# EXTRACTED MATERIAL
· · ·

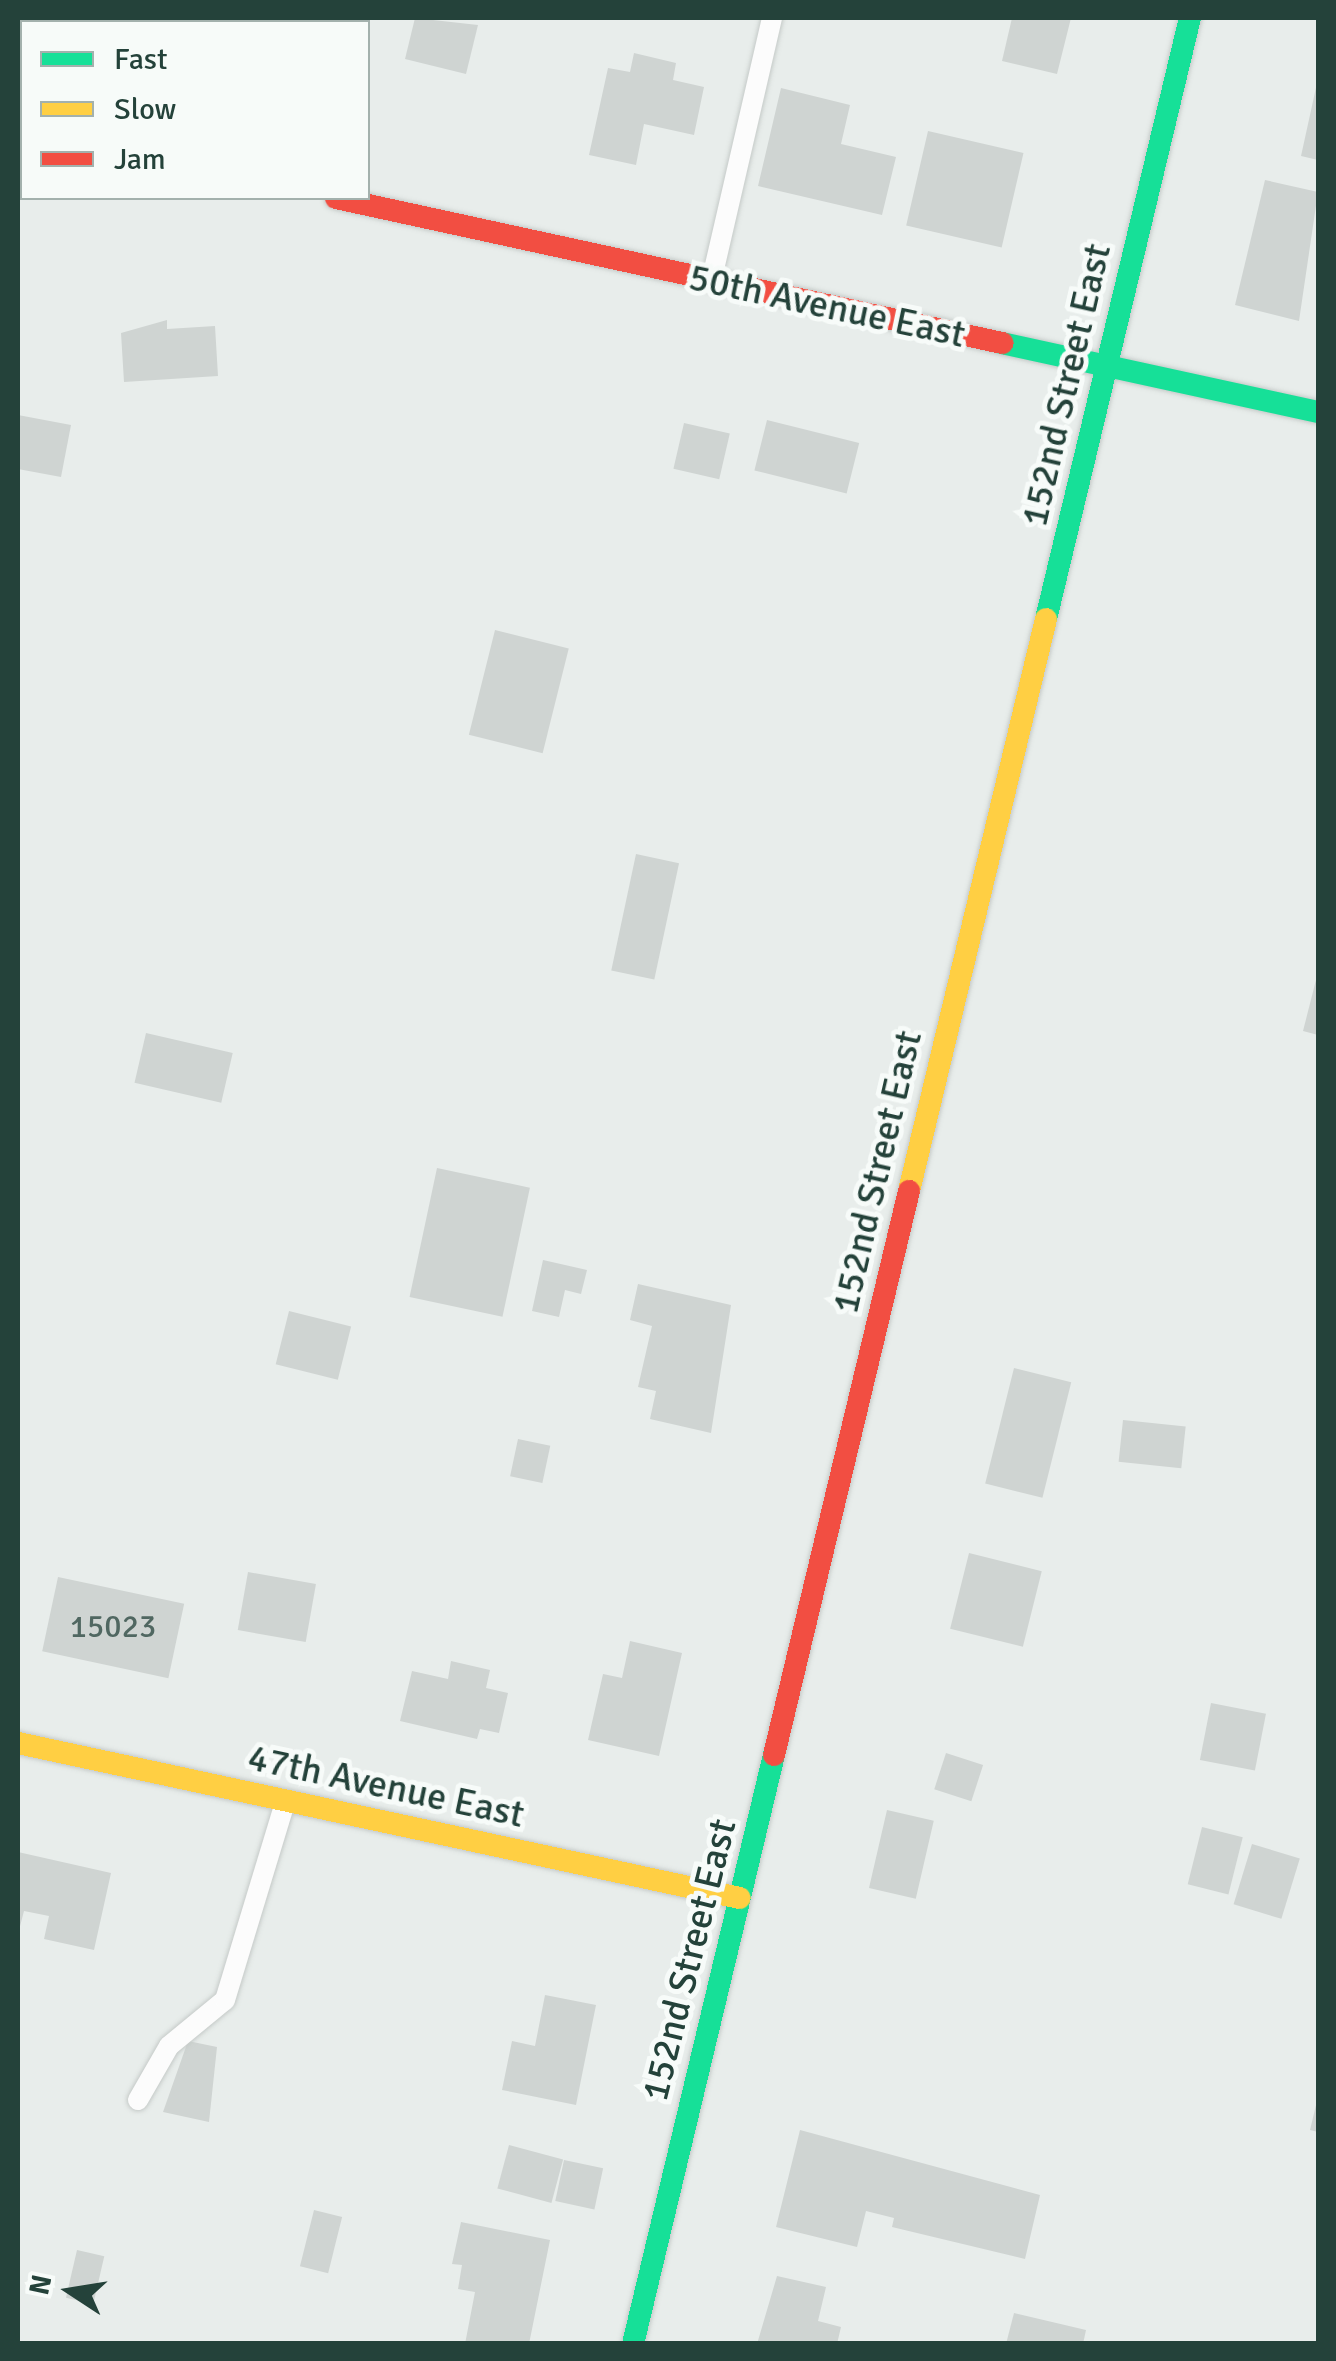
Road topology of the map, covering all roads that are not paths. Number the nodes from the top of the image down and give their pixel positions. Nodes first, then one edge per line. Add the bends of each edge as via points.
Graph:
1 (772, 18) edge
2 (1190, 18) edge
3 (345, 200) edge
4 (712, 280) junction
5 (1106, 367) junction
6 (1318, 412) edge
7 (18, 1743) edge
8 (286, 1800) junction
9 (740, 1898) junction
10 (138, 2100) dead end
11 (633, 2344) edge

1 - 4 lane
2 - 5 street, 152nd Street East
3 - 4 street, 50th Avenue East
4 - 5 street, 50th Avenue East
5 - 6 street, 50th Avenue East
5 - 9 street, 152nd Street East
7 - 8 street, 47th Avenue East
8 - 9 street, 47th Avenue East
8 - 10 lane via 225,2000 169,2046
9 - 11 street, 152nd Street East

· · ·

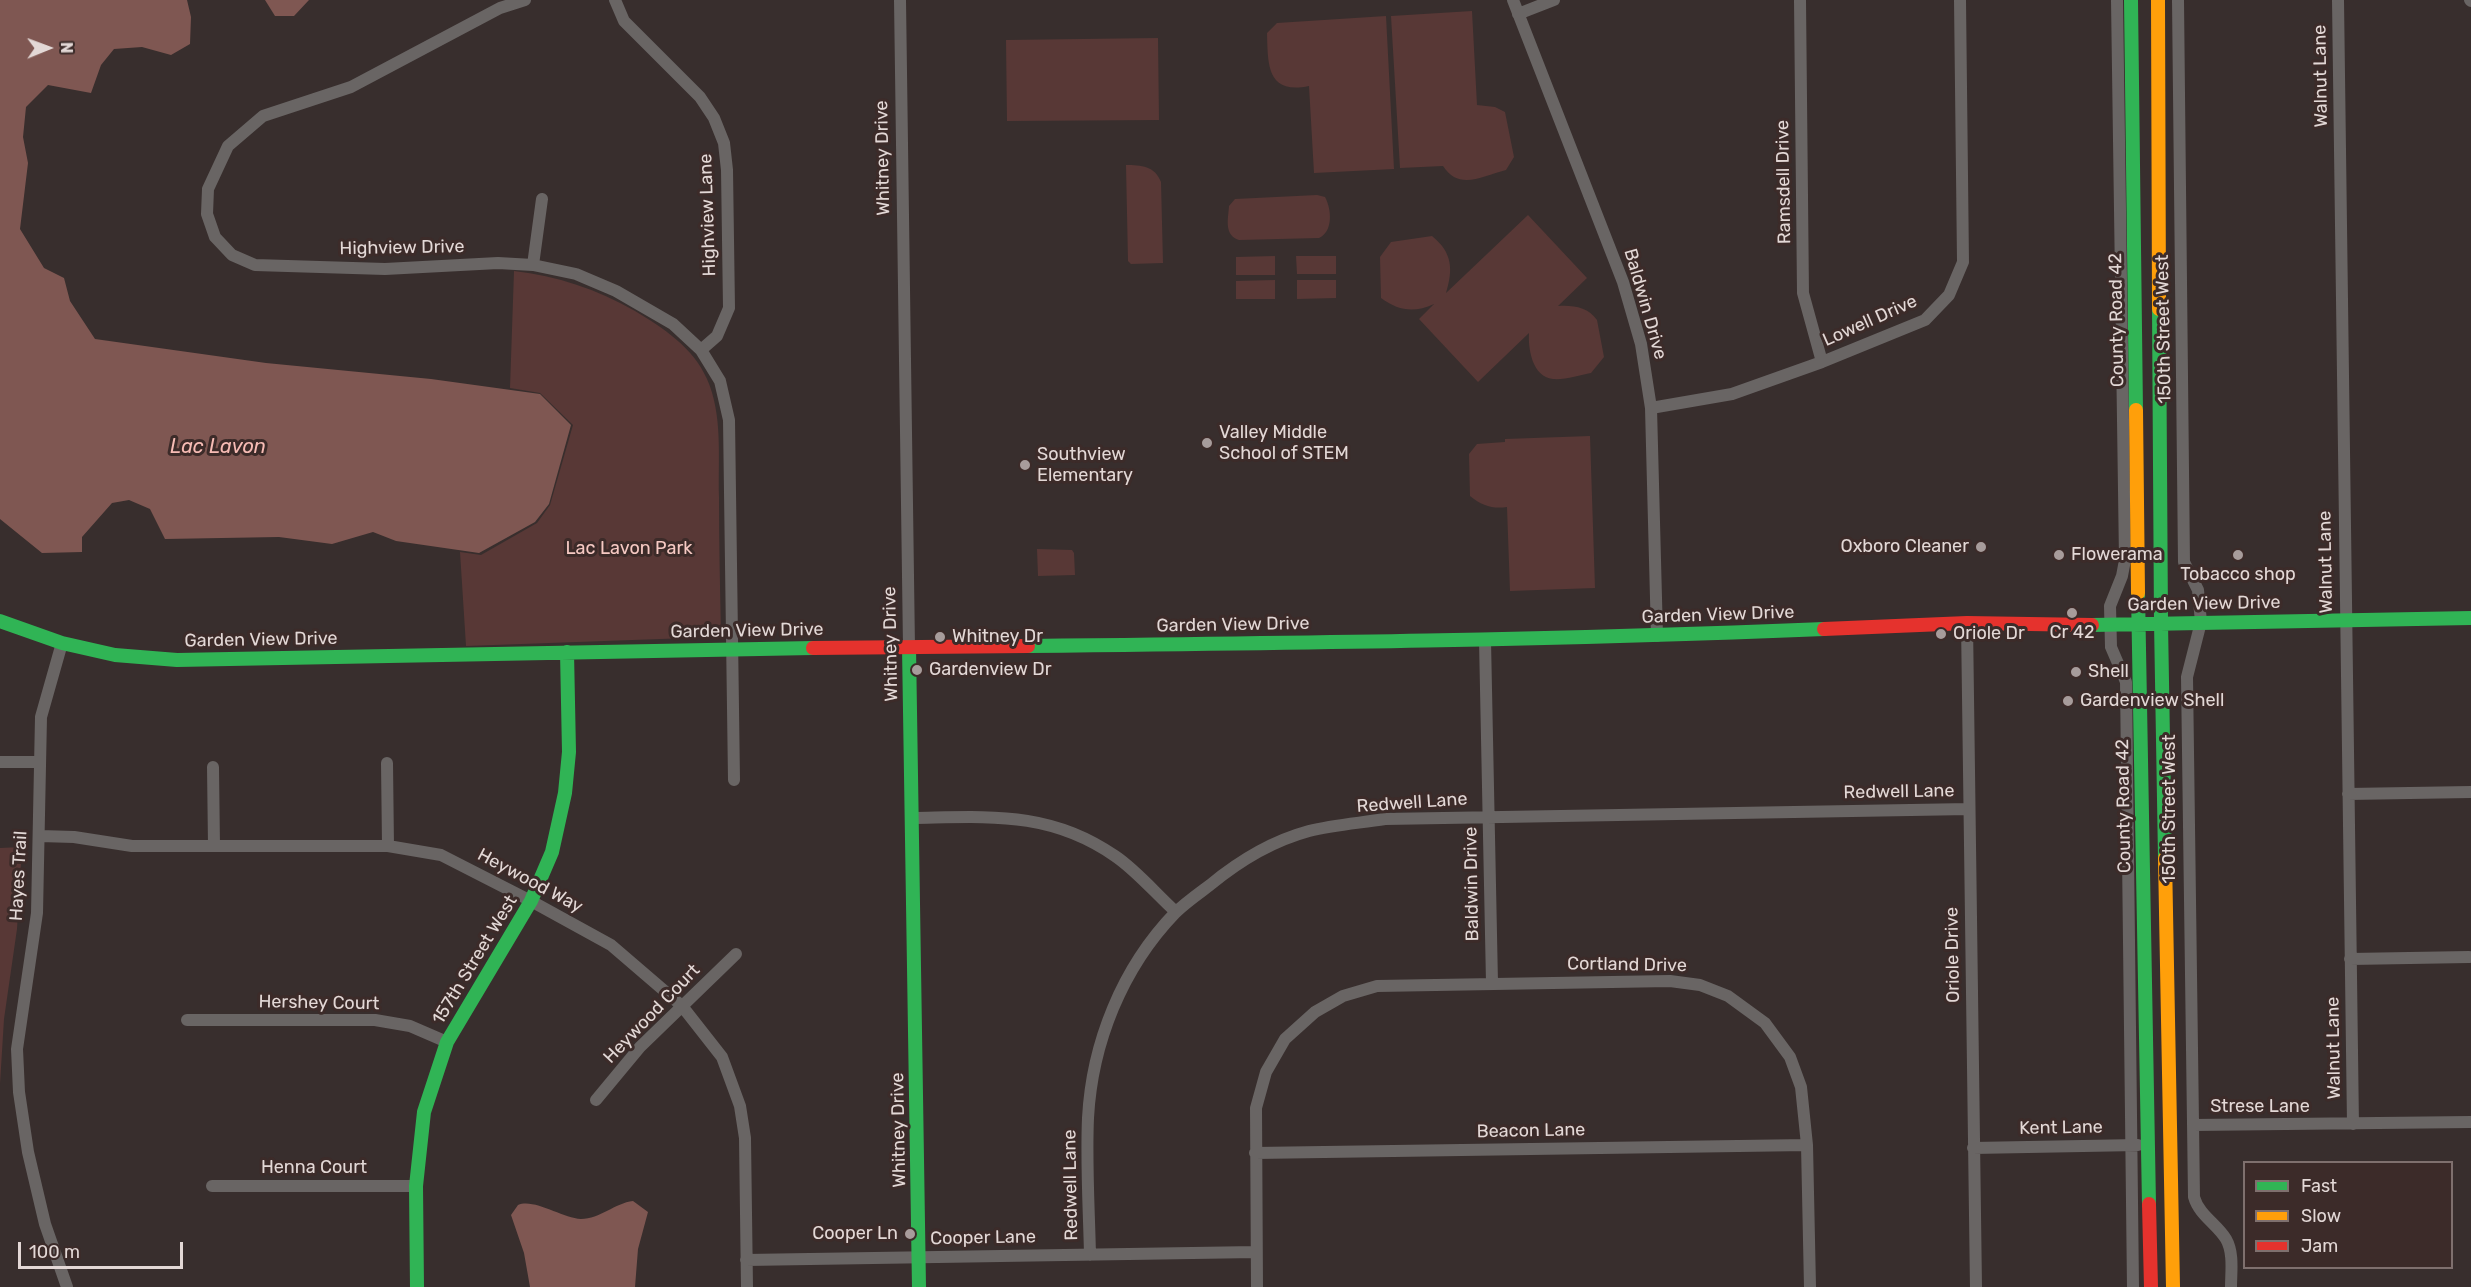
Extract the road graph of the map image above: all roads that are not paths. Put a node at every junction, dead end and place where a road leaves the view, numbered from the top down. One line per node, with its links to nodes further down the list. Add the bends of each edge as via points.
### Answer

· · ·

# INSTRUCTIONS FOR THE TASK
Check every line above for the string "paths", and copy the ones that have it.

# RESPONSE TO THE EXERCISE
Road topology of the map, covering all roads that are not paths. Number the nodes from the top of the image down and give their pixel positions. Nodes first, then one edge per line. Add the bends of each edge as via points.
Extract the road graph of the map image above: all roads that are not paths. Put a node at every junction, dead end and place where a road leaves the view, numbered from the top down. One line per node, with its links to nodes further down the list. Add the bends of each edge as via points.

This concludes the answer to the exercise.